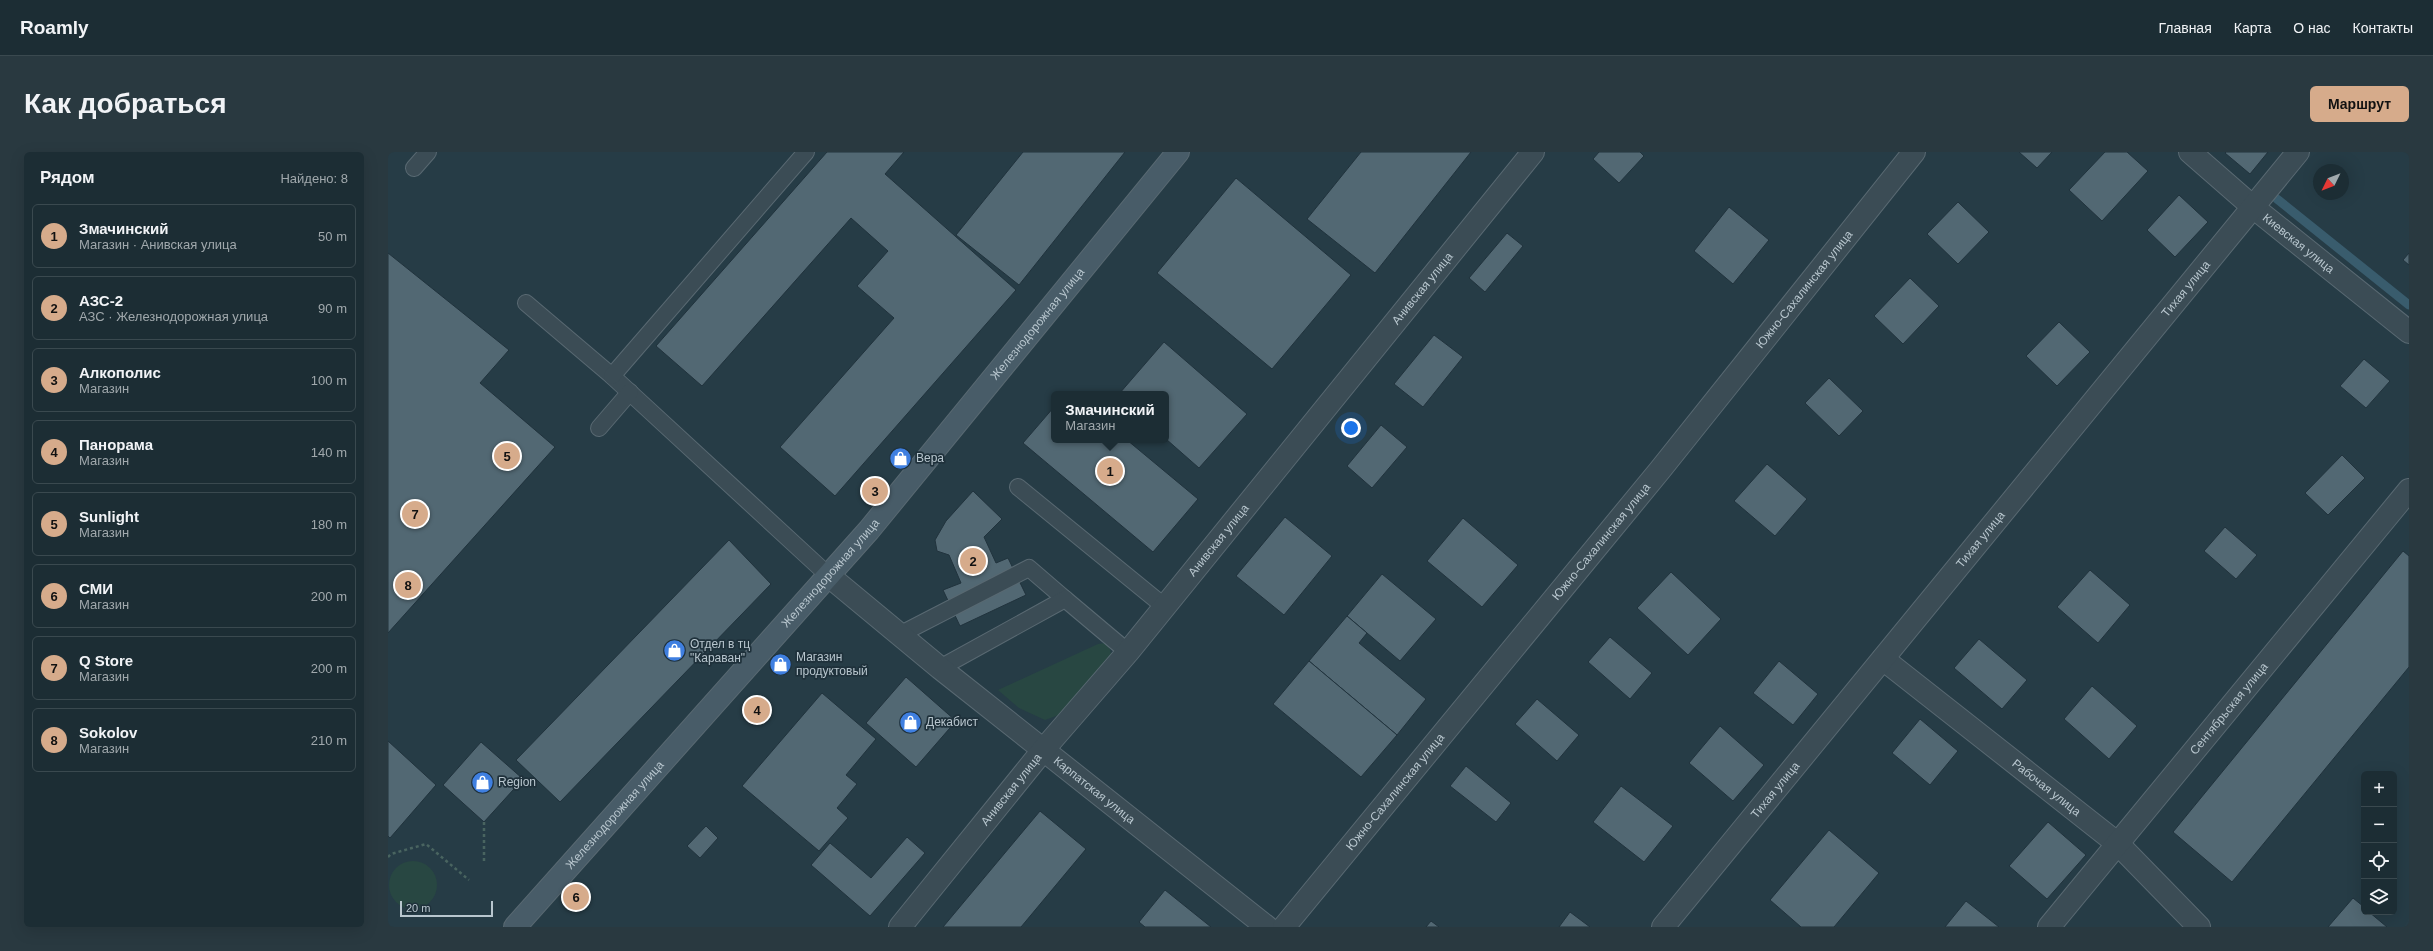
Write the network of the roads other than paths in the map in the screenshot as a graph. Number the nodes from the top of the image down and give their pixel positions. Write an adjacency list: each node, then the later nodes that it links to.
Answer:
1 (428, 152): 8 (lane)
2 (806, 152): 12 (lane)
3 (1178, 152): 17 (main road, Железнодорожная улица)
4 (1533, 152): 19 (street, Анивская улица)
5 (1914, 152): 29 (street, Южно-Сахалинская улица)
6 (2190, 152): 9 (street, Киевская улица)
7 (2298, 152): 9 (street, Тихая улица)
8 (414, 168)
9 (2253, 208): 11 (street, Киевская улица); 22 (street, Тихая улица)
10 (526, 303): 12 (lane)
11 (2409, 332)
12 (612, 376): 13 (lane)
13 (630, 392): 14 (lane); 17 (lane)
14 (599, 428)
15 (1018, 487): 19 (lane)
16 (2409, 490): 25 (street, Сентябрьская улица)
17 (829, 576): 20 (street, Карпатская улица); 26 (main road, Железнодорожная улица)
18 (1065, 599): 20 (lane); 21 (lane); 23 (lane)
19 (1164, 607): 21 (street, Анивская улица)
20 (899, 635): 23 (street, Карпатская улица)
21 (1128, 652): 24 (street, Анивская улица)
22 (1883, 659): 25 (street, Рабочая улица); 30 (street, Тихая улица)
23 (940, 668): 24 (street, Карпатская улица)
24 (1044, 749): 27 (street, Анивская улица); 28 (street, Карпатская улица)
25 (2118, 844): 31 (street, Сентябрьская улица); 32 (street, Рабочая улица)
26 (515, 927)
27 (900, 927)
28 (1267, 927)
29 (1284, 927)
30 (1663, 927)
31 (2049, 927)
32 (2199, 927)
═══
What you need to do: Top to bottom, retype the listing exactly but drop every picture.

Solution to this exercise:
Write the network of the roads other than paths in the map in the screenshot as a graph. Number the nodes from the top of the image down and give their pixel positions. Write an adjacency list: each node, then the later nodes that it links to.
Answer:
1 (428, 152): 8 (lane)
2 (806, 152): 12 (lane)
3 (1178, 152): 17 (main road, Железнодорожная улица)
4 (1533, 152): 19 (street, Анивская улица)
5 (1914, 152): 29 (street, Южно-Сахалинская улица)
6 (2190, 152): 9 (street, Киевская улица)
7 (2298, 152): 9 (street, Тихая улица)
8 (414, 168)
9 (2253, 208): 11 (street, Киевская улица); 22 (street, Тихая улица)
10 (526, 303): 12 (lane)
11 (2409, 332)
12 (612, 376): 13 (lane)
13 (630, 392): 14 (lane); 17 (lane)
14 (599, 428)
15 (1018, 487): 19 (lane)
16 (2409, 490): 25 (street, Сентябрьская улица)
17 (829, 576): 20 (street, Карпатская улица); 26 (main road, Железнодорожная улица)
18 (1065, 599): 20 (lane); 21 (lane); 23 (lane)
19 (1164, 607): 21 (street, Анивская улица)
20 (899, 635): 23 (street, Карпатская улица)
21 (1128, 652): 24 (street, Анивская улица)
22 (1883, 659): 25 (street, Рабочая улица); 30 (street, Тихая улица)
23 (940, 668): 24 (street, Карпатская улица)
24 (1044, 749): 27 (street, Анивская улица); 28 (street, Карпатская улица)
25 (2118, 844): 31 (street, Сентябрьская улица); 32 (street, Рабочая улица)
26 (515, 927)
27 (900, 927)
28 (1267, 927)
29 (1284, 927)
30 (1663, 927)
31 (2049, 927)
32 (2199, 927)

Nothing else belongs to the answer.